Last year at the Austin Songwriters annual Symposium I was struck by one comment from a very successful songwriter from Nashville. When asked about the formulaic approach to songwriting that seems to pervade country and pop music he said that he had helped write hit songs he didn’t really care for, but that his job was to make the song work, and he was happy when he did that. That got me thinking about what it means to say that a song works.
There’s a great Guy Clark song, “Stuff that Works” in which he sings about common place things that he likes because they work. They aren’t all pretty, and they include “an old guitar, it won’t ever stay in tune.” But they work, and that makes them valuable. Songs should be the same way.
What does it mean to say a song works? Well, if you’re a professional songwriter with a mortgage and a car payment it means the song sounds like a radio hit. You can argue about whether hit songs are mostly good songs or bad songs, but if a song gets cut and gets played and earns royalties then it is a song that works for the songwriter and performer and for a lot of people who enjoy listening to it.
At one time I aspired to write songs that work exactly that way. Then I realized that it was hard to do, and that since it was unlikely I would ever pay off my kids college loans writing songs for money it made a lot more sense for me to write songs that it gives me pleasure to write. Most of my early songs “worked” only by giving me pleasure – I had a good time writing them and singing them for my friends and family.
A little further down the road I realized that my songs didn’t work very well because they really only spoke to me and few people I knew. I geared up, buckled down, and wrote some songs that made people laugh when I played at open mic nights. I thought that was all I needed for a while. Then I remembered hearing Dave Letterman talk about why he moved from doing standup comedy to TV. He said he had mastered the skill of making drunk people laugh, and wanted to move on to something harder. Songwriting is the same, and there’s a difference between writing songs that appeal to drunks in a bar and songs that will speak to a sober man driving to work. If you’re playing in a bar, a song that makes the crowd hoot and holler works, but that doesn’t mean it will work on the radio.
Now I’ve figured out (I think) that you don’t know whether a song “works” until you decide what its job is. Am I pouring out my soul after a couple of shots of whiskey in order to ease my own pain? I can write a song that does that job pretty well. Will it ease your pain? That’s a lot harder to do, even if we both have the same kind of pain. And if your pain is the loss of a job, while my is the loss of a lover, then it starts to get really tricky.
With all that in mind I’ve started thinking of the Nashville formulas in a different way. They are certainly tools for making money, but they are also tools for communicating and making a song work as a way of telling the world what I want to tell the world. Using the techniques of hit songwriting isn’t the only way to write songs that work, but they are techniques that make songs communicate effectively. It’s worth mastering them for the same reason it is worth learning more music theory or improving your technique on your instrument — the more tools you have the more easily you can write songs that work the way you want them to work. What you want to say may not be anything that will make your song a hit, but that doesn’t mean the song that says it shouldn’t work.

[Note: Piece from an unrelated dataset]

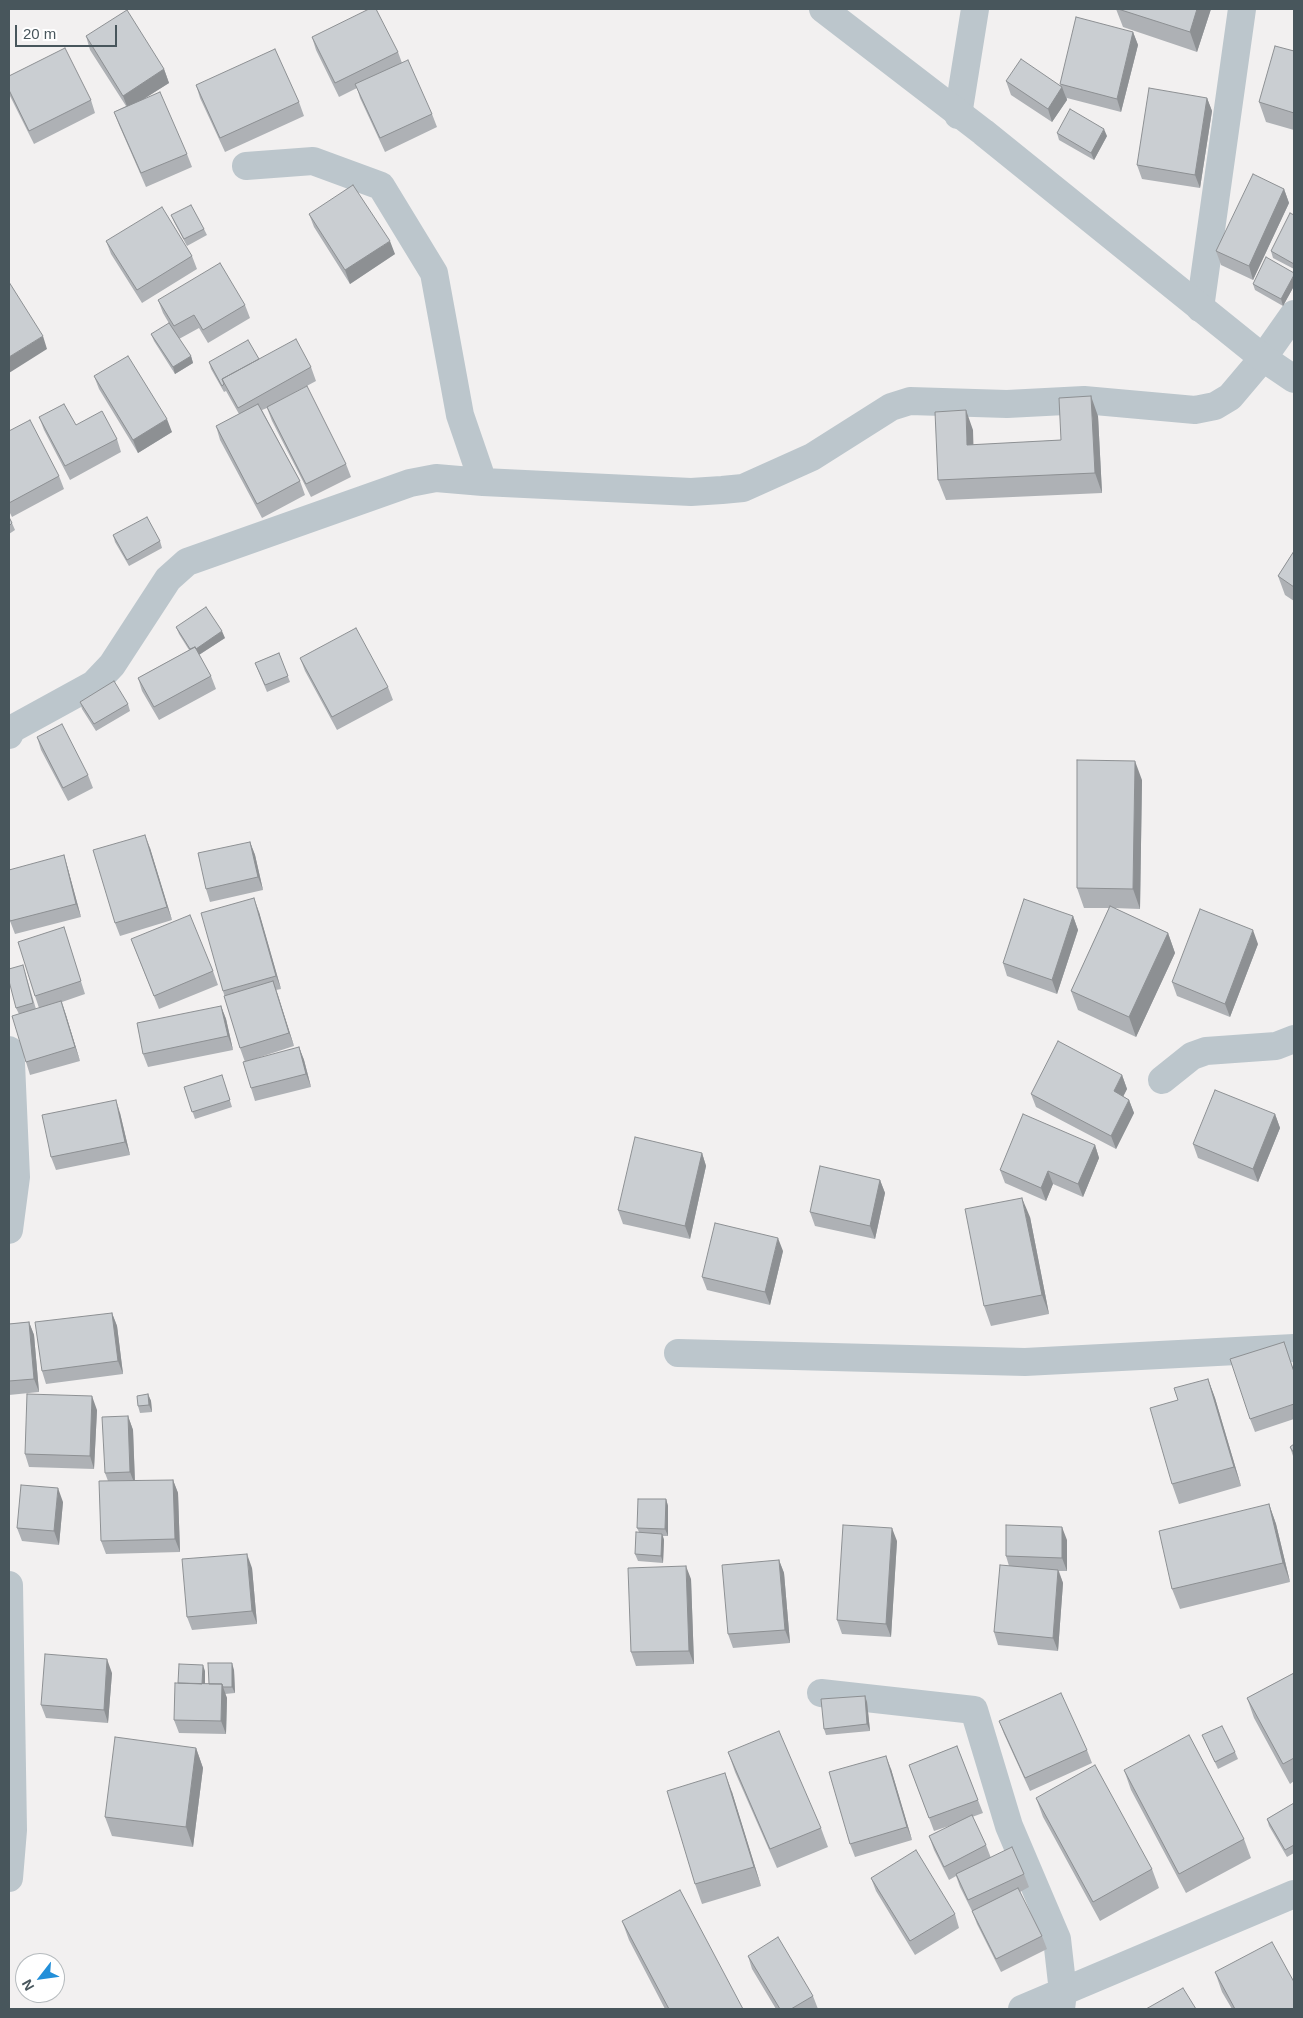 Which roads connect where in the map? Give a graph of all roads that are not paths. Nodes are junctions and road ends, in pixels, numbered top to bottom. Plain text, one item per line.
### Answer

A final note on the definition of a song that works. Several different hit songwriters have said the same thing – a song should make people laugh, cry, or get up and dance, not smile, frown, or just tap their feet. Of course your particular aim may be a cool and ironic look at the world — a lot of post punk popular music comes from that attitude, which appeals to teenagers. If so, maybe smiles or frowns is what makes your song work. I’m not trying to write radio hits anymore (though I wouldn’t mind selling a song and getting rich). But I do aspire to write a song like the woman Guy Clark talks about in “Stuff that Works.” “I got a tattoo with her name right through my soul.” For me a song that works goes straight to the heart and makes the listener laugh, or cry, or get up and dance. I’m still working on it, but I’m not confused anymore by the notion that only a song with the potential to be a radio hit can “work.”